TASK DETAILS » Word for word, retype the entire listing.

INPUT DATA »
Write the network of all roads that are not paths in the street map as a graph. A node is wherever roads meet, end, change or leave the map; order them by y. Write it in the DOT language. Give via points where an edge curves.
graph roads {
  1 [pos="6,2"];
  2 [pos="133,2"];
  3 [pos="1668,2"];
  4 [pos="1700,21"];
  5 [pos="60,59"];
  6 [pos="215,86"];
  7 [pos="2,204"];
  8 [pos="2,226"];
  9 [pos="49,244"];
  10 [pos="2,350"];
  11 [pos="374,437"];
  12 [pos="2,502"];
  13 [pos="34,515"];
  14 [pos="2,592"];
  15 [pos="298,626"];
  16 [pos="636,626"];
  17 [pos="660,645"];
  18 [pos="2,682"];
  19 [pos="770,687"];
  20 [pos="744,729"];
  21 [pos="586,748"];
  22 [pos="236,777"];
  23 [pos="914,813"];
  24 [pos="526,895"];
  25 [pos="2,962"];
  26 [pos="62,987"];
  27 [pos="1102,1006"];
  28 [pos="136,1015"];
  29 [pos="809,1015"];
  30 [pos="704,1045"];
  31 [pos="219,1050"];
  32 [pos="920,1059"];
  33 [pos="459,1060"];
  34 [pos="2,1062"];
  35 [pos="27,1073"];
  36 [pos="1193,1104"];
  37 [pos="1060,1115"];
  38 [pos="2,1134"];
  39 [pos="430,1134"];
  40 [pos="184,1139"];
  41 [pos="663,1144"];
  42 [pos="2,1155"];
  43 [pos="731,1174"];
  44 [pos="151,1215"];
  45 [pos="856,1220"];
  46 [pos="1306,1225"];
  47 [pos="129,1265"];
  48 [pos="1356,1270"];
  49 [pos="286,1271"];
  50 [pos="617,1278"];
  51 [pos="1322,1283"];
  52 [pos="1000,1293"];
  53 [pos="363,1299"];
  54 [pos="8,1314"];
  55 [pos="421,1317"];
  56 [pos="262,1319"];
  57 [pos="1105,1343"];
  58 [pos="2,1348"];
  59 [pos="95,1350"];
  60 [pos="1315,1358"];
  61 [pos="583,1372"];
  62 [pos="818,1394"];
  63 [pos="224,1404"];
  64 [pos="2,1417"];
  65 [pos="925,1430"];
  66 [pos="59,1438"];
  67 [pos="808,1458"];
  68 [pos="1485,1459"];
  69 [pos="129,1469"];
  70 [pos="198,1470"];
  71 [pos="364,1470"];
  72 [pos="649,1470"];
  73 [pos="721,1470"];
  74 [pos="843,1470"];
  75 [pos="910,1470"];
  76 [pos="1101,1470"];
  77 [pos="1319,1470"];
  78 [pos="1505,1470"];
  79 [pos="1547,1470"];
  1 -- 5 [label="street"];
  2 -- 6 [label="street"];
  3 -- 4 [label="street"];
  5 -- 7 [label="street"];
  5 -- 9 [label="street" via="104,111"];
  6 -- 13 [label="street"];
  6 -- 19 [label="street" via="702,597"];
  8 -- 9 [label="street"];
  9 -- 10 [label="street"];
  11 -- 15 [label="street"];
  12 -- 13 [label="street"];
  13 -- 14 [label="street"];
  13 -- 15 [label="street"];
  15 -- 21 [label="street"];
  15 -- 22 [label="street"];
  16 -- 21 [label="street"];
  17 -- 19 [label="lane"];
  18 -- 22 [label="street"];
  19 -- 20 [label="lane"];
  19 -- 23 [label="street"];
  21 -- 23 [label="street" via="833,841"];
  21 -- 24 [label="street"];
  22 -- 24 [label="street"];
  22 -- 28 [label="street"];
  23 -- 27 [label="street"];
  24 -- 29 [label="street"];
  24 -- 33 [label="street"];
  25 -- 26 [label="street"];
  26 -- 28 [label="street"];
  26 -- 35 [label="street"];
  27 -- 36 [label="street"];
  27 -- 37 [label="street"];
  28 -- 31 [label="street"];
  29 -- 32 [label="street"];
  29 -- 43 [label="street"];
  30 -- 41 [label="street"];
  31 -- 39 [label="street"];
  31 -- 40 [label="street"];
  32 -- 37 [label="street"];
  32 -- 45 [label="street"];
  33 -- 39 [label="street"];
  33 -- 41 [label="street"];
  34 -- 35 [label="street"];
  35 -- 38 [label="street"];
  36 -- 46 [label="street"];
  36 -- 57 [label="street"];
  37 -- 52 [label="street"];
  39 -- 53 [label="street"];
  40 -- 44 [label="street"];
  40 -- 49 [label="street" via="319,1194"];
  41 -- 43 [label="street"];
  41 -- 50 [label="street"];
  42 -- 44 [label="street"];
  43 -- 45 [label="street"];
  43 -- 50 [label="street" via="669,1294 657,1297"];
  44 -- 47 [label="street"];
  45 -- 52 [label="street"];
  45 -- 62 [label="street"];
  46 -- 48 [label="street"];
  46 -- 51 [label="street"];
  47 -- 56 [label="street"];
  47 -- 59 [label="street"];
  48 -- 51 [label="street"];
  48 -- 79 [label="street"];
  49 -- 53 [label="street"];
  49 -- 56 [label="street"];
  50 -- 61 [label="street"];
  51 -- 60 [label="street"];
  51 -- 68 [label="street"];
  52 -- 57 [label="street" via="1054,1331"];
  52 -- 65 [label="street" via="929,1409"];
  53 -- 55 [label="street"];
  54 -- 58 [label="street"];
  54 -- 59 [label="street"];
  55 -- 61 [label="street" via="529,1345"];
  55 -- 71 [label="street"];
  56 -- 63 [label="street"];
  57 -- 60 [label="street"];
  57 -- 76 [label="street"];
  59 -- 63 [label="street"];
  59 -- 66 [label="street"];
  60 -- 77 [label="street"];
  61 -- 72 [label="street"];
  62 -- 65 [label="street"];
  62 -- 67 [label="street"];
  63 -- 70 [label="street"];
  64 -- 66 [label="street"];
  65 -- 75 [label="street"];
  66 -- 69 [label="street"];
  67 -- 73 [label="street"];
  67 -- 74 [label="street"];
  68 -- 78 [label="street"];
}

RESPONSE TO THE EXERCISE »
Write the network of all roads that are not paths in the street map as a graph. A node is wherever roads meet, end, change or leave the map; order them by y. Write it in the DOT language. Give via points where an edge curves.
graph roads {
  1 [pos="6,2"];
  2 [pos="133,2"];
  3 [pos="1668,2"];
  4 [pos="1700,21"];
  5 [pos="60,59"];
  6 [pos="215,86"];
  7 [pos="2,204"];
  8 [pos="2,226"];
  9 [pos="49,244"];
  10 [pos="2,350"];
  11 [pos="374,437"];
  12 [pos="2,502"];
  13 [pos="34,515"];
  14 [pos="2,592"];
  15 [pos="298,626"];
  16 [pos="636,626"];
  17 [pos="660,645"];
  18 [pos="2,682"];
  19 [pos="770,687"];
  20 [pos="744,729"];
  21 [pos="586,748"];
  22 [pos="236,777"];
  23 [pos="914,813"];
  24 [pos="526,895"];
  25 [pos="2,962"];
  26 [pos="62,987"];
  27 [pos="1102,1006"];
  28 [pos="136,1015"];
  29 [pos="809,1015"];
  30 [pos="704,1045"];
  31 [pos="219,1050"];
  32 [pos="920,1059"];
  33 [pos="459,1060"];
  34 [pos="2,1062"];
  35 [pos="27,1073"];
  36 [pos="1193,1104"];
  37 [pos="1060,1115"];
  38 [pos="2,1134"];
  39 [pos="430,1134"];
  40 [pos="184,1139"];
  41 [pos="663,1144"];
  42 [pos="2,1155"];
  43 [pos="731,1174"];
  44 [pos="151,1215"];
  45 [pos="856,1220"];
  46 [pos="1306,1225"];
  47 [pos="129,1265"];
  48 [pos="1356,1270"];
  49 [pos="286,1271"];
  50 [pos="617,1278"];
  51 [pos="1322,1283"];
  52 [pos="1000,1293"];
  53 [pos="363,1299"];
  54 [pos="8,1314"];
  55 [pos="421,1317"];
  56 [pos="262,1319"];
  57 [pos="1105,1343"];
  58 [pos="2,1348"];
  59 [pos="95,1350"];
  60 [pos="1315,1358"];
  61 [pos="583,1372"];
  62 [pos="818,1394"];
  63 [pos="224,1404"];
  64 [pos="2,1417"];
  65 [pos="925,1430"];
  66 [pos="59,1438"];
  67 [pos="808,1458"];
  68 [pos="1485,1459"];
  69 [pos="129,1469"];
  70 [pos="198,1470"];
  71 [pos="364,1470"];
  72 [pos="649,1470"];
  73 [pos="721,1470"];
  74 [pos="843,1470"];
  75 [pos="910,1470"];
  76 [pos="1101,1470"];
  77 [pos="1319,1470"];
  78 [pos="1505,1470"];
  79 [pos="1547,1470"];
  1 -- 5 [label="street"];
  2 -- 6 [label="street"];
  3 -- 4 [label="street"];
  5 -- 7 [label="street"];
  5 -- 9 [label="street" via="104,111"];
  6 -- 13 [label="street"];
  6 -- 19 [label="street" via="702,597"];
  8 -- 9 [label="street"];
  9 -- 10 [label="street"];
  11 -- 15 [label="street"];
  12 -- 13 [label="street"];
  13 -- 14 [label="street"];
  13 -- 15 [label="street"];
  15 -- 21 [label="street"];
  15 -- 22 [label="street"];
  16 -- 21 [label="street"];
  17 -- 19 [label="lane"];
  18 -- 22 [label="street"];
  19 -- 20 [label="lane"];
  19 -- 23 [label="street"];
  21 -- 23 [label="street" via="833,841"];
  21 -- 24 [label="street"];
  22 -- 24 [label="street"];
  22 -- 28 [label="street"];
  23 -- 27 [label="street"];
  24 -- 29 [label="street"];
  24 -- 33 [label="street"];
  25 -- 26 [label="street"];
  26 -- 28 [label="street"];
  26 -- 35 [label="street"];
  27 -- 36 [label="street"];
  27 -- 37 [label="street"];
  28 -- 31 [label="street"];
  29 -- 32 [label="street"];
  29 -- 43 [label="street"];
  30 -- 41 [label="street"];
  31 -- 39 [label="street"];
  31 -- 40 [label="street"];
  32 -- 37 [label="street"];
  32 -- 45 [label="street"];
  33 -- 39 [label="street"];
  33 -- 41 [label="street"];
  34 -- 35 [label="street"];
  35 -- 38 [label="street"];
  36 -- 46 [label="street"];
  36 -- 57 [label="street"];
  37 -- 52 [label="street"];
  39 -- 53 [label="street"];
  40 -- 44 [label="street"];
  40 -- 49 [label="street" via="319,1194"];
  41 -- 43 [label="street"];
  41 -- 50 [label="street"];
  42 -- 44 [label="street"];
  43 -- 45 [label="street"];
  43 -- 50 [label="street" via="669,1294 657,1297"];
  44 -- 47 [label="street"];
  45 -- 52 [label="street"];
  45 -- 62 [label="street"];
  46 -- 48 [label="street"];
  46 -- 51 [label="street"];
  47 -- 56 [label="street"];
  47 -- 59 [label="street"];
  48 -- 51 [label="street"];
  48 -- 79 [label="street"];
  49 -- 53 [label="street"];
  49 -- 56 [label="street"];
  50 -- 61 [label="street"];
  51 -- 60 [label="street"];
  51 -- 68 [label="street"];
  52 -- 57 [label="street" via="1054,1331"];
  52 -- 65 [label="street" via="929,1409"];
  53 -- 55 [label="street"];
  54 -- 58 [label="street"];
  54 -- 59 [label="street"];
  55 -- 61 [label="street" via="529,1345"];
  55 -- 71 [label="street"];
  56 -- 63 [label="street"];
  57 -- 60 [label="street"];
  57 -- 76 [label="street"];
  59 -- 63 [label="street"];
  59 -- 66 [label="street"];
  60 -- 77 [label="street"];
  61 -- 72 [label="street"];
  62 -- 65 [label="street"];
  62 -- 67 [label="street"];
  63 -- 70 [label="street"];
  64 -- 66 [label="street"];
  65 -- 75 [label="street"];
  66 -- 69 [label="street"];
  67 -- 73 [label="street"];
  67 -- 74 [label="street"];
  68 -- 78 [label="street"];
}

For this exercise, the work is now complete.